◆ **AIM OF THE TASK**: Go through the records and show each line where the word "VIALE" occurs.

◆ **DATA TO USE**:
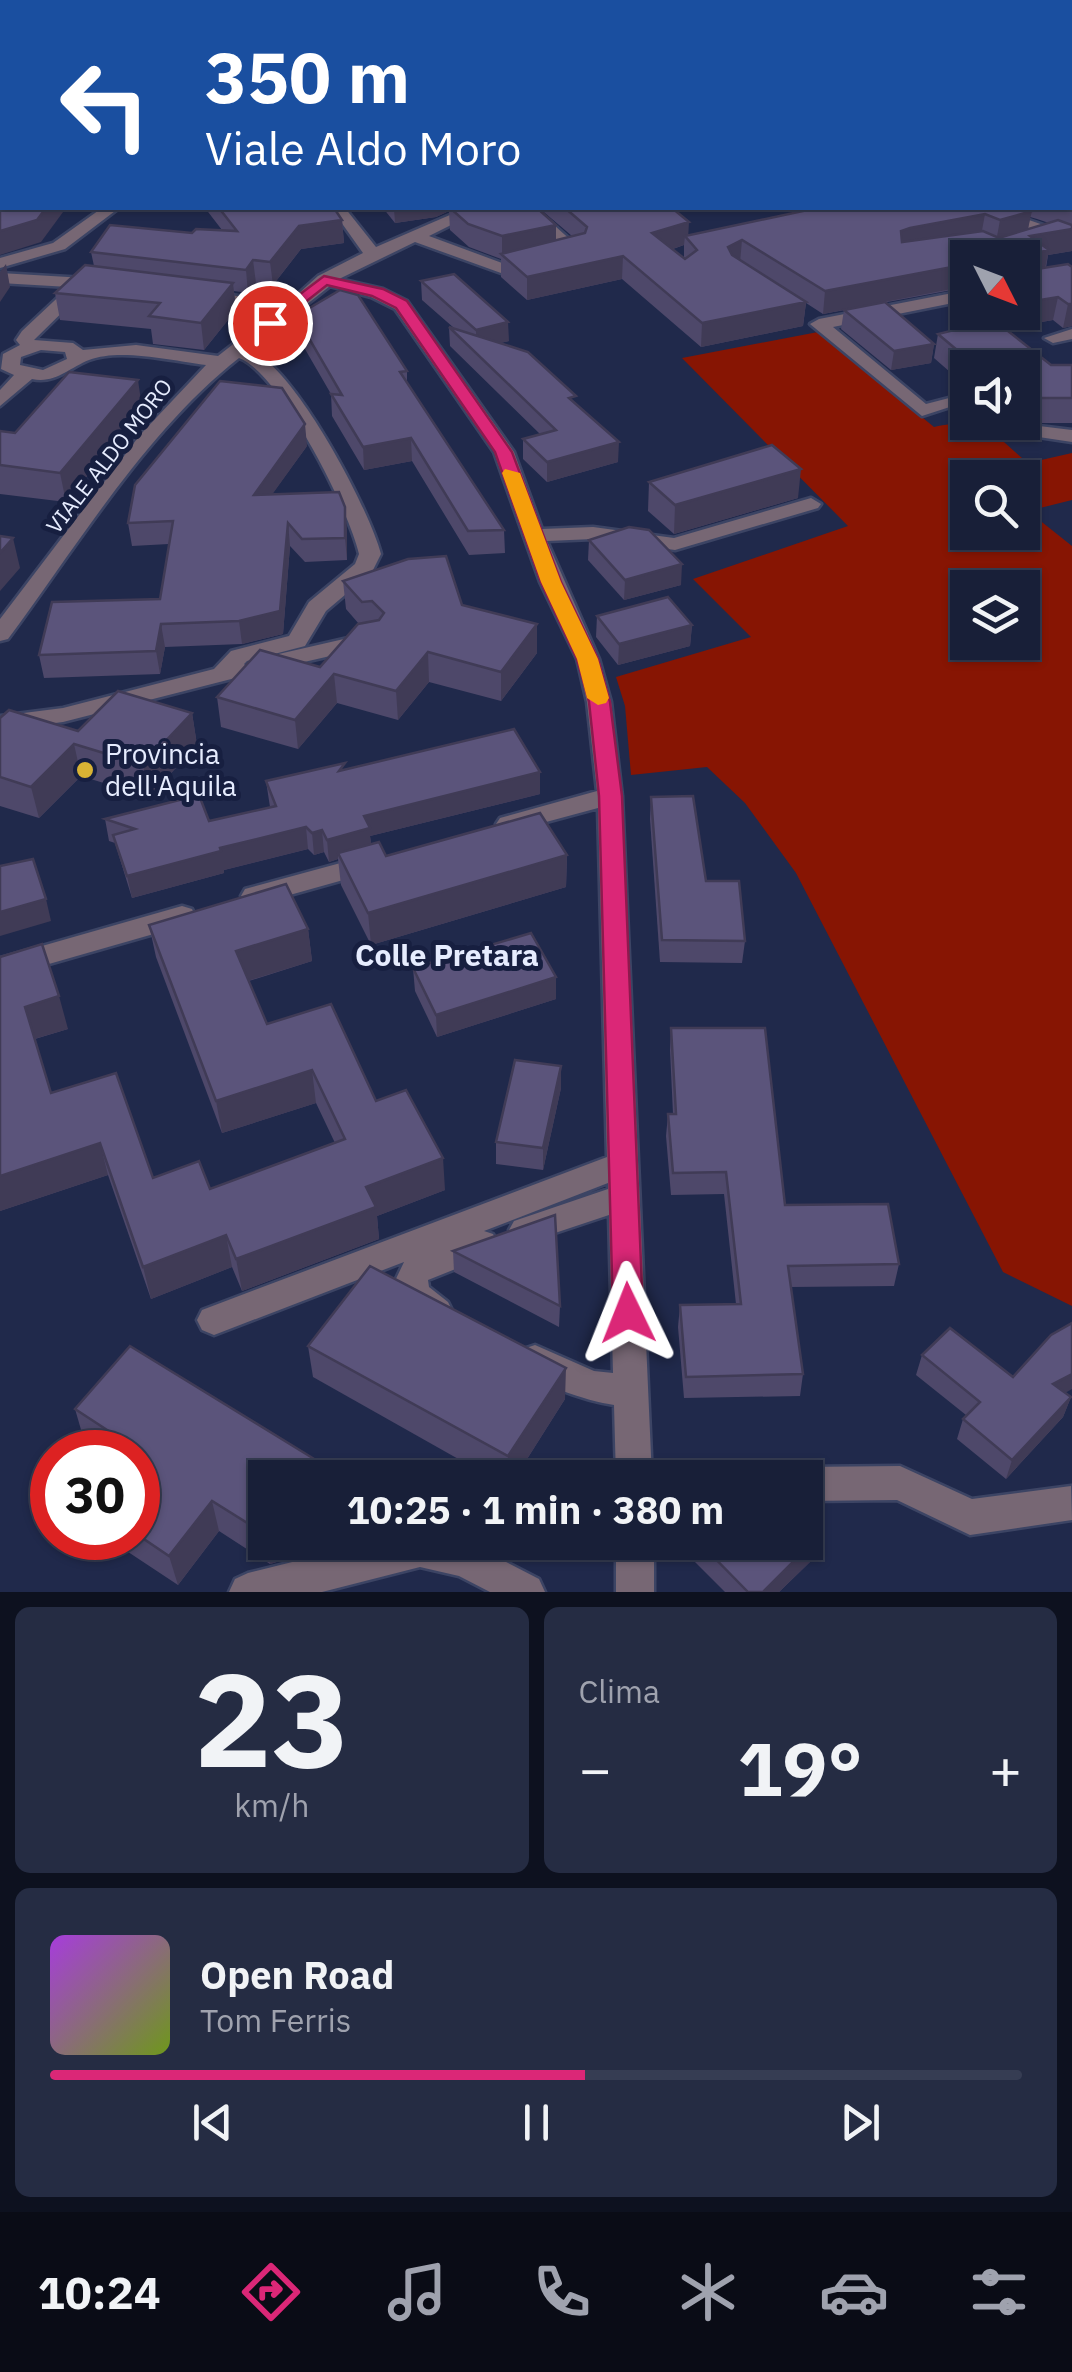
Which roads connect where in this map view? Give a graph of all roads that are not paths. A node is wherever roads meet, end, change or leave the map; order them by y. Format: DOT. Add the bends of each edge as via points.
graph roads {
  1 [pos="108,210"];
  2 [pos="339,210"];
  3 [pos="473,210"];
  4 [pos="528,210"];
  5 [pos="995,210"];
  6 [pos="1022,214"];
  7 [pos="1072,221"];
  8 [pos="414,236"];
  9 [pos="1064,237"];
  10 [pos="372,252"];
  11 [pos="0,263"];
  12 [pos="0,278"];
  13 [pos="324,280"];
  14 [pos="84,282"];
  15 [pos="122,286"];
  16 [pos="179,292"];
  17 [pos="950,299"];
  18 [pos="290,306"];
  19 [pos="1072,334"];
  20 [pos="1052,338"];
  21 [pos="29,346"];
  22 [pos="78,356"];
  23 [pos="228,357"];
  24 [pos="25,376"];
  25 [pos="0,400"];
  26 [pos="950,404"];
  27 [pos="1040,432"];
  28 [pos="1072,436"];
  29 [pos="810,504"];
  30 [pos="534,535"];
  31 [pos="0,634"];
  32 [pos="372,640"];
  33 [pos="222,674"];
  34 [pos="0,724"];
  35 [pos="610,796"];
  36 [pos="477,834"];
  37 [pos="400,855"];
  38 [pos="0,968"];
  39 [pos="624,1181"];
  40 [pos="214,1320"];
  41 [pos="472,1329"];
  42 [pos="506,1346"];
  43 [pos="631,1391"];
  44 [pos="633,1460"];
  45 [pos="823,1484"];
  46 [pos="1071,1503"];
  47 [pos="635,1560"];
  48 [pos="248,1592"];
  49 [pos="526,1592"];
  50 [pos="636,1592"];
  1 -- 11 [label="street" via="59,246"];
  2 -- 10 [label="street"];
  3 -- 8 [label="street, VIALE ALDO MORO"];
  4 -- 8 [label="street" via="576,252 501,268"];
  5 -- 6 [label="street"];
  6 -- 7 [label="street"];
  6 -- 9 [label="street"];
  8 -- 10 [label="street, VIALE ALDO MORO"];
  10 -- 13 [label="street, VIALE ALDO MORO"];
  12 -- 14 [label="street"];
  13 -- 18 [label="street, VIALE ALDO MORO"];
  13 -- 30 [label="street" via="401,304 492,431"];
  14 -- 15 [label="street"];
  14 -- 21 [label="street" via="28,335"];
  16 -- 18 [label="street"];
  17 -- 26 [label="street" via="811,319 922,410"];
  18 -- 23 [label="street, VIALE ALDO MORO"];
  19 -- 20 [label="street"];
  21 -- 22 [label="street" via="66,346"];
  21 -- 24 [label="street" via="8,364"];
  22 -- 23 [label="street" via="136,350"];
  22 -- 24 [label="street" via="56,374"];
  23 -- 31 [label="street, VIALE ALDO MORO" via="164,418"];
  23 -- 33 [label="street" via="265,366 294,406 362,522 370,554 317,607 296,641 239,656"];
  24 -- 25 [label="street"];
  27 -- 28 [label="street"];
  29 -- 30 [label="street" via="675,544 633,536"];
  30 -- 35 [label="street" via="588,659"];
  32 -- 33 [label="street"];
  33 -- 34 [label="street" via="63,715"];
  35 -- 36 [label="street"];
  35 -- 39 [label="street"];
  37 -- 38 [label="street"];
  39 -- 40 [label="street"];
  39 -- 41 [label="street" via="416,1270 410,1283 417,1297"];
  39 -- 43 [label="street"];
  42 -- 43 [label="street" via="592,1386"];
  43 -- 44 [label="street"];
  45 -- 46 [label="street" via="900,1483 970,1517"];
  47 -- 50 [label="street"];
  48 -- 49 [label="street" via="420,1548 474,1562"];
}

◆ **SOLUTION**:
  3 -- 8 [label="street, VIALE ALDO MORO"];
  8 -- 10 [label="street, VIALE ALDO MORO"];
  10 -- 13 [label="street, VIALE ALDO MORO"];
  13 -- 18 [label="street, VIALE ALDO MORO"];
  18 -- 23 [label="street, VIALE ALDO MORO"];
  23 -- 31 [label="street, VIALE ALDO MORO" via="164,418"];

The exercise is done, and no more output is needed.